DiNardo: With cardinal’s death, keep abuse survivors ‘close in prayer’

| December 20, 2017 | 0 Comments
Cardinal Bernard Law

Cardinal Bernard Law, who had been one of the United States’ most powerful and respected bishops until his legacy was blemished by the devastating sexual abuse of minors by priests in his Archdiocese of Boston, died early Dec. 20 in Rome at the age of 86. He is pictured in a 2010 photo. CNS photo/Paul Haring

The president of the U.S. Conference of Catholic Bishops offered his prayers and condolences to family and friends of Cardinal Bernard Law, who died Dec. 20 in Rome, but at the same time he called abuse survivors “brave” and said the Catholic Church must keep them “close in prayer.”
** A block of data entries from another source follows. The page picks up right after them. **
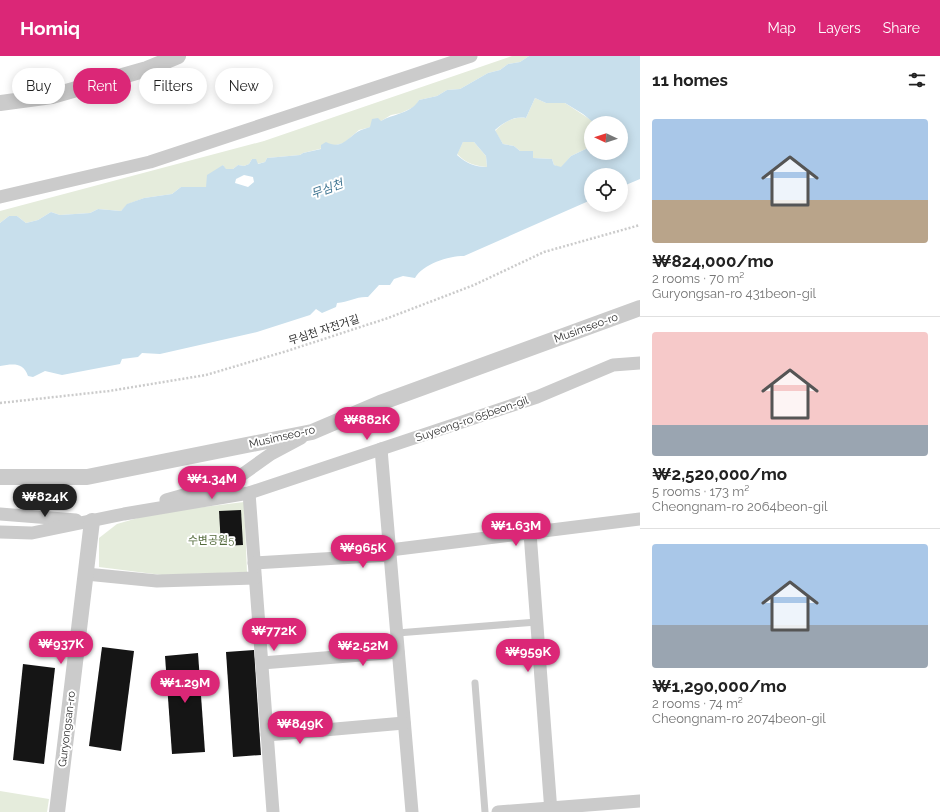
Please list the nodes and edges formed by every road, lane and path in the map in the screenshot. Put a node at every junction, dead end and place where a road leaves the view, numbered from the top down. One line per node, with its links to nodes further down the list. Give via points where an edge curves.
1 (178, 56): 3 (street, via 147,69 52,96)
2 (470, 56): 4 (street, via 150,162)
3 (0, 103)
4 (0, 198)
5 (640, 224): 8 (path, 무심천 자전거길, via 544,252 474,285 388,318 206,375 110,391)
6 (640, 308): 9 (street, Musimseo-ro, via 380,403)
7 (640, 363): 10 (street, Suyeong-ro 65beon-gil, via 613,365 537,397)
8 (0, 403)
9 (312, 432): 11 (street, Musimseo-ro, via 87,477); 15 (street, via 271,454 234,481)
10 (381, 450): 12 (street, Suyeong-ro 65beon-gil); 18 (street)
11 (0, 477)
12 (249, 493): 15 (street, Suyeong-ro 65beon-gil, via 124,514); 19 (street)
13 (0, 514): 15 (street)
14 (640, 519): 17 (street)
15 (92, 522): 16 (street, via 32,533); 20 (street, Guryongsan-ro)
16 (0, 532)
17 (530, 533): 18 (street); 22 (street)
18 (390, 553): 19 (street); 23 (street)
19 (254, 563): 21 (street)
20 (86, 574): 21 (street, via 157,581); 31 (street, Guryongsan-ro)
21 (255, 578): 25 (street)
22 (537, 622): 23 (lane); 30 (street)
23 (397, 633): 24 (street)
24 (398, 652): 25 (street); 27 (street)
25 (262, 663): 28 (street)
26 (475, 683): 34 (lane)
27 (404, 723): 28 (street); 33 (street)
28 (268, 735): 32 (street)
29 (640, 801): 30 (street)
30 (551, 810): 35 (street)
31 (57, 812)
32 (274, 812)
33 (412, 812)
34 (485, 812)
35 (498, 812)

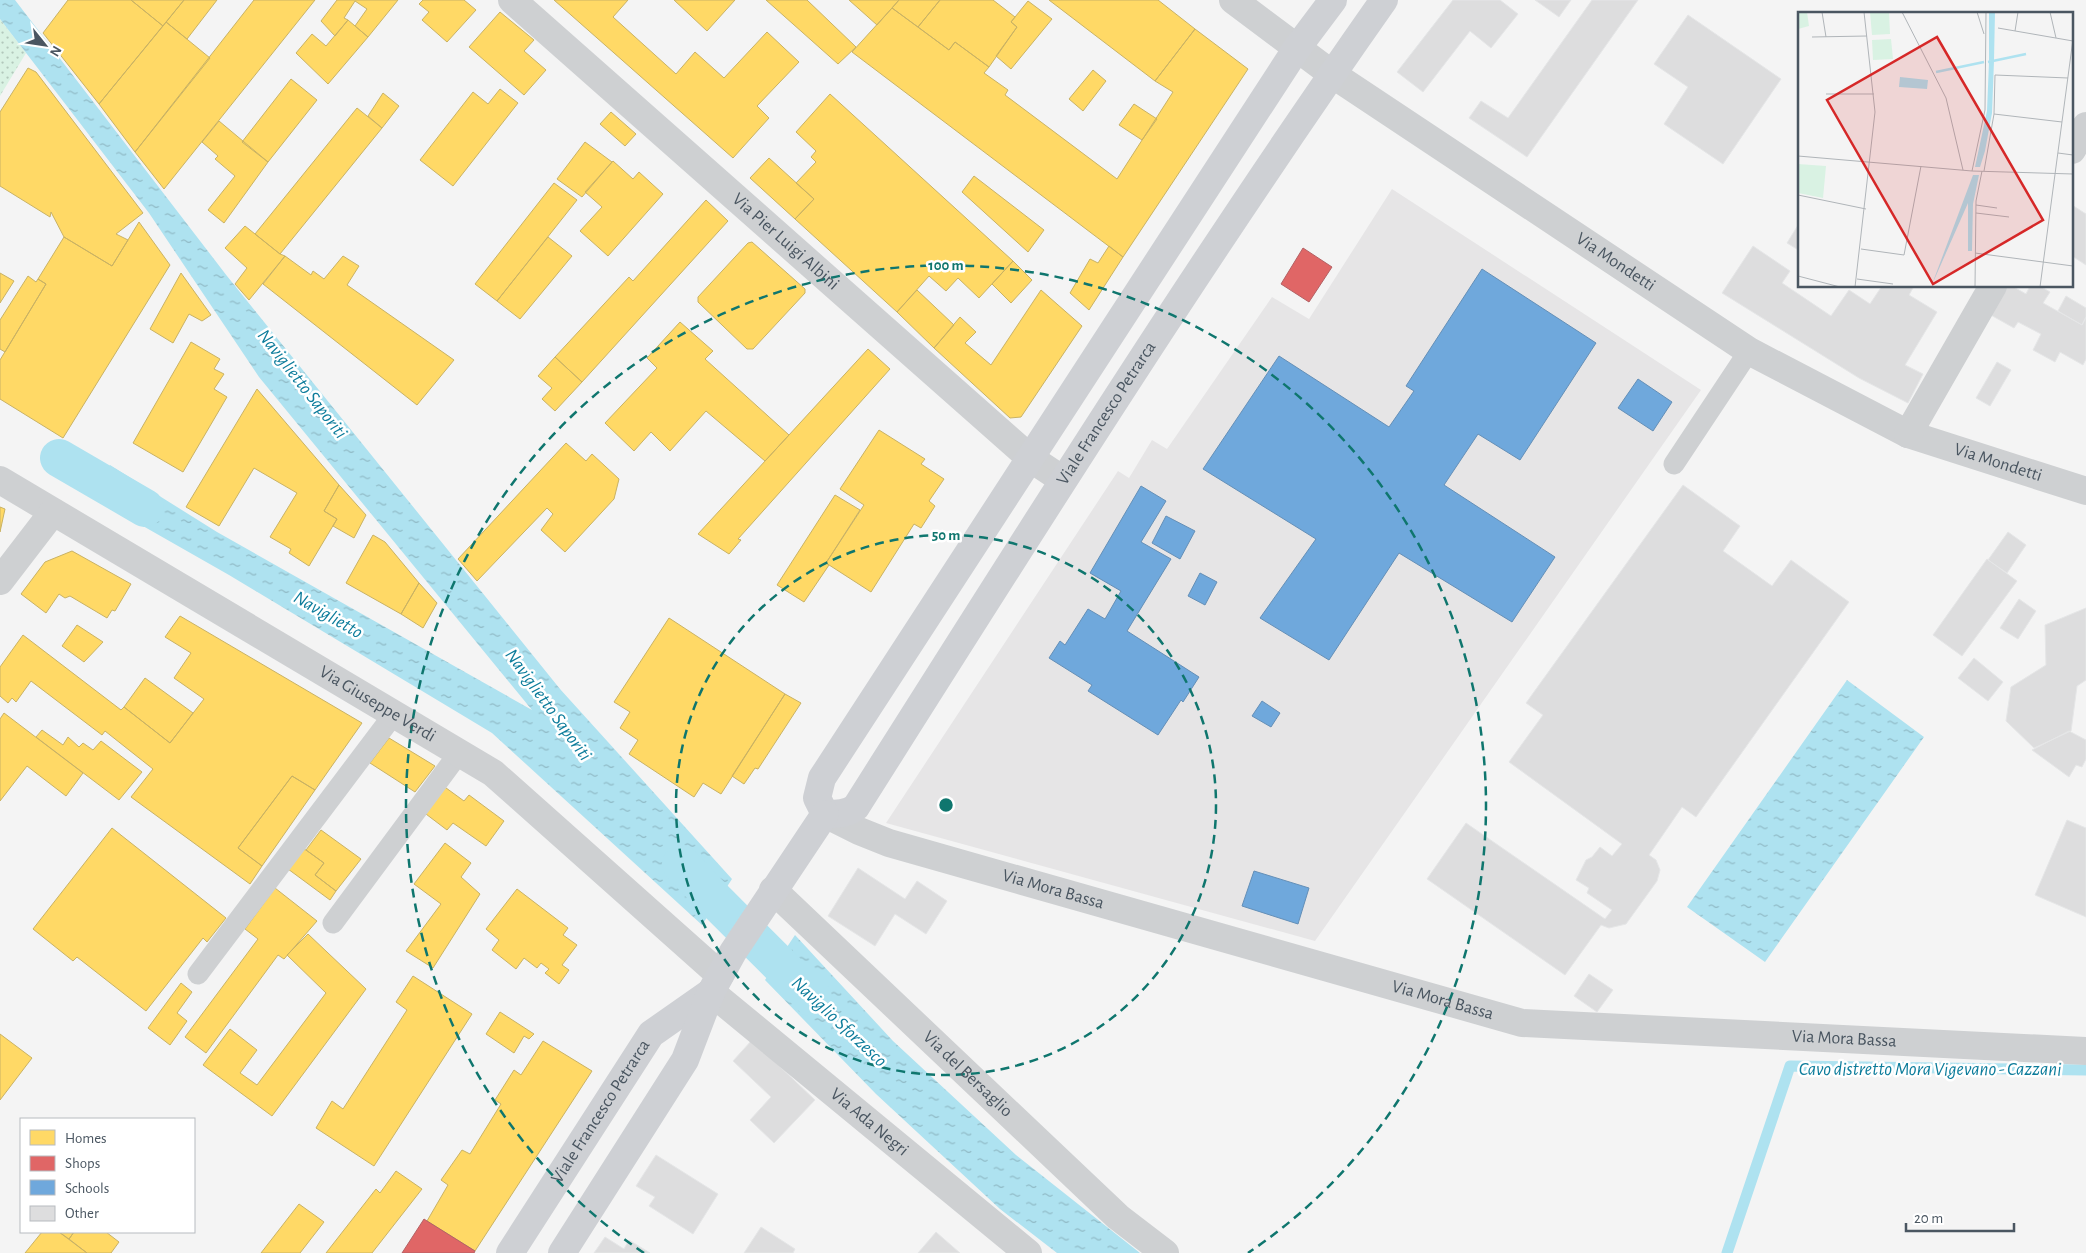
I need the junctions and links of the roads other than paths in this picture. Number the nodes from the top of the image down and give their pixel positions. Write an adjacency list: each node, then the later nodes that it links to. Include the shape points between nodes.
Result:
1 (512, 0): 12 (street, Via Pier Luigi Albini)
2 (1233, 0): 5 (street, Via Mondetti)
3 (1333, 0): 5 (main road)
4 (1384, 0): 6 (main road, Viale Francesco Petrarca)
5 (1297, 48): 6 (street, Via Mondetti); 12 (main road)
6 (1332, 74): 10 (street, Via Mondetti); 15 (main road, Viale Francesco Petrarca)
7 (2086, 126): 8 (street)
8 (2074, 147)
9 (1992, 288): 11 (street)
10 (1749, 351): 11 (street, Via Mondetti); 13 (lane)
11 (1908, 434): 16 (street, Via Mondetti)
12 (1030, 458): 15 (street, Via Pier Luigi Albini); 21 (main road, via 822,778 817,798)
13 (1674, 464)
14 (0, 480): 17 (street, Via Giuseppe Verdi)
15 (1063, 480): 21 (main road, Viale Francesco Petrarca, via 856,807 842,814)
16 (2086, 491)
17 (53, 512): 18 (street); 19 (street, Via Giuseppe Verdi)
18 (0, 581)
19 (394, 714): 20 (street, Via Giuseppe Verdi); 25 (lane)
20 (459, 753): 23 (lane); 24 (street, Via Giuseppe Verdi, via 493,773)
21 (825, 814): 22 (main road, Viale Francesco Petrarca); 26 (street, Via Mora Bassa, via 889,843 1522,1022)
22 (768, 898): 24 (main road, Viale Francesco Petrarca); 30 (street, Via del Bersaglio, via 1118,1217)
23 (333, 923)
24 (721, 973): 27 (main road, Viale Francesco Petrarca, via 651,1034); 28 (main road, Viale Francesco Petrarca, via 685,1060); 29 (street, Via Ada Negri)
25 (198, 974)
26 (2086, 1051)
27 (510, 1253)
28 (562, 1253)
29 (1028, 1253)
30 (1166, 1253)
“Eternal rest grant unto him, O Lord,” Cardinal Daniel DiNardo of Galveston-Houston said of Cardinal Law.

“At this time especially we keep close in our prayer the brave survivors of sexual abuse,” he said in a statement. “Their witness would lead to a comprehensive response from the church in the United States to protect and heal the deep wounds of abuse. I pray they may find strength and peace in the mercy of Christ.”

Cardinal Law had been one of the most powerful and respected U.S. bishops until his legacy was blemished by the devastating sexual abuse of minors by priests in his Archdiocese of Boston.

He died at age 86 and will be buried in Rome, where he had his last assignment. His funeral Mass was to be celebrated the afternoon of Dec. 21, according to the Vatican.

In releasing Cardinal DiNardo’s statement, the USCCB said: “As we reflect on the legacy of Cardinal Law, it will likely bring back painful memories for survivors. The church seeks to always respond as supportive pastors.”

“If you have been abused or know of someone who has been abused, contact the local diocesan victims assistance coordinator and, where you may have knowledge of a crime, local law enforcement,” it said.

In his reaction, Cardinal DiNardo said he echoed the statement released earlier in the day by Cardinal Sean O’Malley of Boston, who said that Cardinal Law had headed the Boston Archdiocese “at a time when the church failed seriously in its responsibilities to provide pastoral care for her people, and with tragic outcomes failed to care for the children of our parish communities.”

He recognized that his predecessor’s death “brings forth a wide range of emotions on the part of many people.”

“I am particularly cognizant of all who experienced the trauma of sexual abuse by clergy, whose lives were so seriously impacted by those crimes, and their families and loved ones,” Cardinal O’Malley said. “To those men and women, I offer my sincere apologies for the harm they suffered, my continued prayers and my promise that the archdiocese will support them in their effort to achieve healing.”